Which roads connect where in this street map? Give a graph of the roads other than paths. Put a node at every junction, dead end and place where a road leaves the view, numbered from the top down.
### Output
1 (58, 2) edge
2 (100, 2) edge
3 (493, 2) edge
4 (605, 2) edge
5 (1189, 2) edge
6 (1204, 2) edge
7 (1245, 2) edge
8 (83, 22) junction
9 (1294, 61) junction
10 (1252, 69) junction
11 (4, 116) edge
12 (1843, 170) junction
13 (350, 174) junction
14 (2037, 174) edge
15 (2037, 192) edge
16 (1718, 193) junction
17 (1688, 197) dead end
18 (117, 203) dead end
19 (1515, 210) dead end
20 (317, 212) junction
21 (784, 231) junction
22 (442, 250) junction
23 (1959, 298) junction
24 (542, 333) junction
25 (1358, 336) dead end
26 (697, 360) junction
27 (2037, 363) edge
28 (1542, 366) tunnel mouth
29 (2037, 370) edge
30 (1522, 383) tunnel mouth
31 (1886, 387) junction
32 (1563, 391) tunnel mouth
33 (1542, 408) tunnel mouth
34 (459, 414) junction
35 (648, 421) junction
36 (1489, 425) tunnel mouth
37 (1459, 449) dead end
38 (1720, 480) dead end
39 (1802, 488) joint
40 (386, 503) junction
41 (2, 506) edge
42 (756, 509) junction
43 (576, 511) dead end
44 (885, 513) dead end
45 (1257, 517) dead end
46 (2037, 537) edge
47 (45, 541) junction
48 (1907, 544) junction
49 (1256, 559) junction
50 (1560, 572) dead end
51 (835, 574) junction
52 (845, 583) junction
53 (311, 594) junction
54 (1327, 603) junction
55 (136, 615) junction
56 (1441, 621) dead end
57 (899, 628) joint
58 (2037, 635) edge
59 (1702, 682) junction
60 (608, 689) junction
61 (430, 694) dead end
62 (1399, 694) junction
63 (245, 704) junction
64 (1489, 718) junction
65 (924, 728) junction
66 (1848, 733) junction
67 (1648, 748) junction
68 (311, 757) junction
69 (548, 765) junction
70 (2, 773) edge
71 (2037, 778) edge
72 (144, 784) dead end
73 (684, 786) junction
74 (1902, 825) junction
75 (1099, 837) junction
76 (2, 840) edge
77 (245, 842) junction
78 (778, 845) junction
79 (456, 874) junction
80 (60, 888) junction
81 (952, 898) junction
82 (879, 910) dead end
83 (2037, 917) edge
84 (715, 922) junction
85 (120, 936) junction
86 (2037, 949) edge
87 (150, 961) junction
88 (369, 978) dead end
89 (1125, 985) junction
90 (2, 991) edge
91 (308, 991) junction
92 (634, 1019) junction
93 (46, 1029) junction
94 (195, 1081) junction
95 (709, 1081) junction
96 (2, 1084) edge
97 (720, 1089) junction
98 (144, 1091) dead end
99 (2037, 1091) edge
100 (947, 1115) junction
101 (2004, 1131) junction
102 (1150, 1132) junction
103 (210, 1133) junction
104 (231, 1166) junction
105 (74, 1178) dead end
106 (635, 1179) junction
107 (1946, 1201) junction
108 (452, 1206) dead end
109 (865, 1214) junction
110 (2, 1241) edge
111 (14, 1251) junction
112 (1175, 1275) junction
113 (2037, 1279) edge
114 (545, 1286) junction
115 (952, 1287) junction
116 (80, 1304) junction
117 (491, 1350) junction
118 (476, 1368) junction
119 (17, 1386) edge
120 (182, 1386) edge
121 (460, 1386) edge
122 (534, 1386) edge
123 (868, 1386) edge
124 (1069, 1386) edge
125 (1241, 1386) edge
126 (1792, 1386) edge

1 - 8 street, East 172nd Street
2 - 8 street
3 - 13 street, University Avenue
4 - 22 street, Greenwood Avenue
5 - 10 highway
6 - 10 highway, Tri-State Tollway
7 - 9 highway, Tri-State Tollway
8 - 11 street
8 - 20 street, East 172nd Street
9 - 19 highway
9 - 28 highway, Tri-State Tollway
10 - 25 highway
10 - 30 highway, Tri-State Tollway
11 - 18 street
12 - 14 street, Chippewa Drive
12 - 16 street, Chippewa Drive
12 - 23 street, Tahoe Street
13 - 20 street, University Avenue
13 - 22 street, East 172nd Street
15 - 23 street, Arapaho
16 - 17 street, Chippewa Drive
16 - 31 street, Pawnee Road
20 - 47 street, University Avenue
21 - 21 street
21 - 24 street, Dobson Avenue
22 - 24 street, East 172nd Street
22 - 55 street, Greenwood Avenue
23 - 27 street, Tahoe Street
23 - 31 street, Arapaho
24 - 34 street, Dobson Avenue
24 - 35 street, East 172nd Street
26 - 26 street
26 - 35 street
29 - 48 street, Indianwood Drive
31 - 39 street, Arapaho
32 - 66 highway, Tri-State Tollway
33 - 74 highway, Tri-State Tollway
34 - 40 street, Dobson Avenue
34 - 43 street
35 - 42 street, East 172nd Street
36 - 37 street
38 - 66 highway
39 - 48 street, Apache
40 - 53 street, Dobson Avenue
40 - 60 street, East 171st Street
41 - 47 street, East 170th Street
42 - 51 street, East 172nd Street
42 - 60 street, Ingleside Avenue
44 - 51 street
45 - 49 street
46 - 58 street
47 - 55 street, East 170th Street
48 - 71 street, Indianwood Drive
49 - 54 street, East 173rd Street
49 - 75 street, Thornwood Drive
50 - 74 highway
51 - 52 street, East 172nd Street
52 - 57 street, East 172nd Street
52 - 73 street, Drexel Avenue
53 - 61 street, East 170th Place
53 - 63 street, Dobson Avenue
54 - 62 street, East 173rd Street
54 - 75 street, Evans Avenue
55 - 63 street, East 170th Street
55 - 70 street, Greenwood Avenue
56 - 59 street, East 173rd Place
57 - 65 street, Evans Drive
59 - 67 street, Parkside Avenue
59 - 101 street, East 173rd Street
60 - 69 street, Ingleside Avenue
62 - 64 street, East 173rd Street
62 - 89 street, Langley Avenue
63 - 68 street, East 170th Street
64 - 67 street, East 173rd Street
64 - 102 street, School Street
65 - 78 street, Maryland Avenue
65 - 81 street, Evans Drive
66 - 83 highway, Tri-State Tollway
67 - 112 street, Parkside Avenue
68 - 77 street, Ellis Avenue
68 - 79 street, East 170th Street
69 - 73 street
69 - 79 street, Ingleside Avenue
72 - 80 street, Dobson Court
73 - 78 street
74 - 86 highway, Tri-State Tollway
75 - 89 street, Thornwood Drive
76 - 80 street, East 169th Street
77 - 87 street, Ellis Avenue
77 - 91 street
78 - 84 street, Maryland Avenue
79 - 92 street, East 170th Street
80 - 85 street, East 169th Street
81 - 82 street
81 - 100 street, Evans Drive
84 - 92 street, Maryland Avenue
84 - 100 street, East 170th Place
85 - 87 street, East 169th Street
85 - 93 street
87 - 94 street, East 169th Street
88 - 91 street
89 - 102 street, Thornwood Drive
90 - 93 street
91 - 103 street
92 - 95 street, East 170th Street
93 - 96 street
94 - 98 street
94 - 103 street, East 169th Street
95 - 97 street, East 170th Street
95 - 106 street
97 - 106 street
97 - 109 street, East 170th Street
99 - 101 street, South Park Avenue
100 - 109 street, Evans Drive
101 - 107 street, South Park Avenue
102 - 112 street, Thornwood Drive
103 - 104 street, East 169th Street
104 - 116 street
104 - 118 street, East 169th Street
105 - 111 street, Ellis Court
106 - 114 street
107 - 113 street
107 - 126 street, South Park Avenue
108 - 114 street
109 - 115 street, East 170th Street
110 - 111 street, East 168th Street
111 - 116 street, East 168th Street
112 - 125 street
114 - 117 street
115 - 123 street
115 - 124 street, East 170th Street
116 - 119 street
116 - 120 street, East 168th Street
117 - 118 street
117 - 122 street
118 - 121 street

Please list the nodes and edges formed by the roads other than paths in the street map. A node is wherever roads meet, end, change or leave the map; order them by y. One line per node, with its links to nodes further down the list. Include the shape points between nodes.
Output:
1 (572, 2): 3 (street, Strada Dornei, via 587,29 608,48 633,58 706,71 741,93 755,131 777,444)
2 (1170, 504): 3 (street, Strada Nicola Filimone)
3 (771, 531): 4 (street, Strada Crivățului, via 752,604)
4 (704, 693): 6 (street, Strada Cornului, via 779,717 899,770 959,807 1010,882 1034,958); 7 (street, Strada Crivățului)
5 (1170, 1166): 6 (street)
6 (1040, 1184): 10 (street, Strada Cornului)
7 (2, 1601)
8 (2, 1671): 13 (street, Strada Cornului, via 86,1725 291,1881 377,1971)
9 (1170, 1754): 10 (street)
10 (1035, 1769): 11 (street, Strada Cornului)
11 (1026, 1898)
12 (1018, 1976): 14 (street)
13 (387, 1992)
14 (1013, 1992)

* _Exercise_
Copy each line of the listing that holds the word "Crivățului".

* _Answer area_
3 (771, 531): 4 (street, Strada Crivățului, via 752,604)
4 (704, 693): 6 (street, Strada Cornului, via 779,717 899,770 959,807 1010,882 1034,958); 7 (street, Strada Crivățului)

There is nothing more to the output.